A foggy week in Paris

Posted in: Comment, News and Updates

Reuters chose an apt photograph of Paris to illustrate a report on the dim prospects for COP21.  It begins:

The Eiffel Tower is partially covered by an early morning fog in Paris, France, November 27, 2015 as the capital will host the World Climate Change Conference 2015 (COP21) from November 30 to December 11.     REUTERS/Philippe Wojazer

Before a summit on climate change in Paris next week, many governments are citing scientific studies indicating that their plans to curb greenhouse gas emissions until 2030 will come within 0.7 degrees Celsius of an agreed 2 degrees C target for limiting global warming this century.  Yet the studies they choose to quote are only the most optimistic of a range of projections, and presume that governments will go on to make even deeper emission cuts after 2030, which is far from certain.

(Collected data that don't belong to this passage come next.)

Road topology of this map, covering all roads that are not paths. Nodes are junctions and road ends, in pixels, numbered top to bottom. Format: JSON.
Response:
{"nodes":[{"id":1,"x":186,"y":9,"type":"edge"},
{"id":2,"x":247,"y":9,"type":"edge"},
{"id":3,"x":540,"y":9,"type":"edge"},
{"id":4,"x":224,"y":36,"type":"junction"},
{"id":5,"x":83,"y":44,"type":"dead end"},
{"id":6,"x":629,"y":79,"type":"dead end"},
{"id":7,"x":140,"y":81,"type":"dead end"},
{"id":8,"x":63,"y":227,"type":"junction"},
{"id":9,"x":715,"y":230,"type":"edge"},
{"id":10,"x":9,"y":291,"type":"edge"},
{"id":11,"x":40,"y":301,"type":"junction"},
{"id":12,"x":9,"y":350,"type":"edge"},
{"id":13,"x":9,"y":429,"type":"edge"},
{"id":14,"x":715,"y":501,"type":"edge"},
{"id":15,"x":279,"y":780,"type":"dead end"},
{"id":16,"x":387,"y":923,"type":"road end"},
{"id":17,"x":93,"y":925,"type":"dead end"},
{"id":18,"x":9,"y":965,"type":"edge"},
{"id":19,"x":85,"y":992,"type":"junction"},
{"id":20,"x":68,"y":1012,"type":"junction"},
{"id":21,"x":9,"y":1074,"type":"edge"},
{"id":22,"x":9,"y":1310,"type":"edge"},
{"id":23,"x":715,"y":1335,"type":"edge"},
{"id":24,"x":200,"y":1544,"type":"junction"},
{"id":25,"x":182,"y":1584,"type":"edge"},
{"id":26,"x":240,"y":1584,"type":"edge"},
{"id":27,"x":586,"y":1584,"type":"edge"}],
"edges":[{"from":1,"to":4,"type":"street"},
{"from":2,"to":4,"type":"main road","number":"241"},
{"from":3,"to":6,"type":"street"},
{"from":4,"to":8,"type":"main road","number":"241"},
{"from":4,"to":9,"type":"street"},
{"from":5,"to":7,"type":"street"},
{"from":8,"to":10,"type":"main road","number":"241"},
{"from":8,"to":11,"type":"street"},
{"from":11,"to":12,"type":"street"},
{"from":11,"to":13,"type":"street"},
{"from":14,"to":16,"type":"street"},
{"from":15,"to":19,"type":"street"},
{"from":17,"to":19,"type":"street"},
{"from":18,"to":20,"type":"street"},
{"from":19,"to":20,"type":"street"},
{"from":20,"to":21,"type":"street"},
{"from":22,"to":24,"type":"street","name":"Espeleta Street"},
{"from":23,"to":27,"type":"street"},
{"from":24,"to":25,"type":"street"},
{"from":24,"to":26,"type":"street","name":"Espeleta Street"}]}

Indeed, but there is so much pre-meeting celebration of success that all this is being ignored.  Reuters continued:

Bill Hare, one of the scientists behind Climate Action Tracker (CAT), a group of four European institutes that first estimated 2.7 C, said promises for action until 2030 "mark progress, but current policies are far from enough".  He said the CAT estimate required all countries to continue deeper curbs on emissions right up to 2100 - far stricter than the assumptions by most other research institutes.  

The International Energy Agency also estimates an increase of 2.7 C, but projections by at least 10 research groups range up to a rise of 3.7 C.  Thomas Spencer, of the Institute for Sustainable Development and International Relations in France, noted that there were huge uncertainties in all projections beyond 2030: "It's like trying to predict the winner of a marathon after only the first 10 km."

Bjorn Lomborg, head of the Copenhagen Consensus Center who won fame with his 2001 book "The Skeptical Environmentalist", reckons current national plans will only make a fraction of a degree of difference to warming this century.

And that's assuming they do as they promise, which would be a first.   There's more in similar vein on the Reuters website.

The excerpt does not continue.